6. Squeeze (Episode 3) – In this episode, we meet Victor Tooms who is played by Doug Hutchison (and his potrayal of Tooms is no less creepy than his marriage to Courtney Stodden). Tooms is a 100-year-old jaundiced-looking guy with a taste for livers and the ability to super-stretch his way into a tight space. Most of his existence is spent in hibernation, but every 30 years he emerges to feed. Even if Doug Hutchison wasn’t awesome at wtf, this is the first real monster-of-the-week episode and worth mentioning for that fact alone.
5. Ice (Episode 8) – This is the X-Files version of The Thing. A group of scientists die while drilling for ice cores in Alaska and Mulder and Scully team up with a group of scientists familiar with the project to investigate. Everything starts with a dog who appears to have the plague and definitely has creepy crawlies under his skin. Said creepy crawlies attach to the hypothalamus and make the host violently aggresive. Unfortunately, the team ends up stranded and paranoid. Fortunately, it makes for a good episode.
4. Beyond the Sea (Episode 13) – A deathrow inmate played by Brad Dourif claims to have psychic visions, giving him important information on a serial killer. Mulder thinks he’s connected to the murders and is just trying to avoid the death penalty while Scully is unsure because he begins to tell her things about her freshly dead father that rattle her. By this point in the series, things finally feel less awkward. People are wearing their roles better (David Duchovny) and interacting with each other better (David Duchovny). I don’t think this is the strongest story ever, but Brad Dourif’s acting makes this whole episode worth at least one watch. Any description I give wouldn’t come close to doing him justice. He is amazing and getting to watch him is an absolute treat.
3. Gender Bender (Episode 14) – The investigation of post-sex murders involving someone who seems to walk in as one gender and walk out as another leads Mulder and Scully to a sect of isolationists in Massachusetts called The Kindred. This is really all I want to say on this episode because the creepiness should speak for itself.
2. Miracle Man (Episode 18) – A young boy named Samuel raises a man from the dead and when he grows up and becomes super hot, people start dying after taking part in his religious healing show. Samuel believes it’s his fault and a punishment from God and demands to be locked up. After he turns up dead, it comes to light that one of his own betrayed him.
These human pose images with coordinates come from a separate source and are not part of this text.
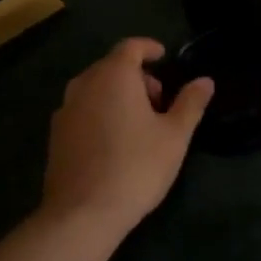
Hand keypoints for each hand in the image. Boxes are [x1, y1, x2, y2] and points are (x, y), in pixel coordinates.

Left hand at [41, 38, 213, 241]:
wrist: (82, 214)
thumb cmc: (136, 167)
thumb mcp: (175, 136)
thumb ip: (190, 103)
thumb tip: (205, 81)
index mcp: (114, 76)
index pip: (131, 46)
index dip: (149, 48)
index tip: (164, 57)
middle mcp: (84, 84)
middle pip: (112, 67)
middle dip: (137, 76)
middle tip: (160, 102)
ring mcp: (65, 110)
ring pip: (95, 89)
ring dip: (118, 95)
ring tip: (139, 124)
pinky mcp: (55, 135)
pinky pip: (83, 110)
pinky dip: (100, 113)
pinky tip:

1. Darkness Falls (Episode 20) – The FBI is called in when a group of loggers disappears and eco-terrorism is suspected. Mulder, of course, believes the supernatural is involved and is quickly proven correct when they find a man drained of all his bodily fluids in a cocoon. They come to find the cause is an ancient bioluminescent insect that doesn’t like light. This is one of those episodes in which Mulder and Scully do not win. They, themselves, get cocooned. While they do get saved just in the nick of time, I do greatly appreciate that the show isn’t afraid to put the usual heroes smack dab in the belly of the beast.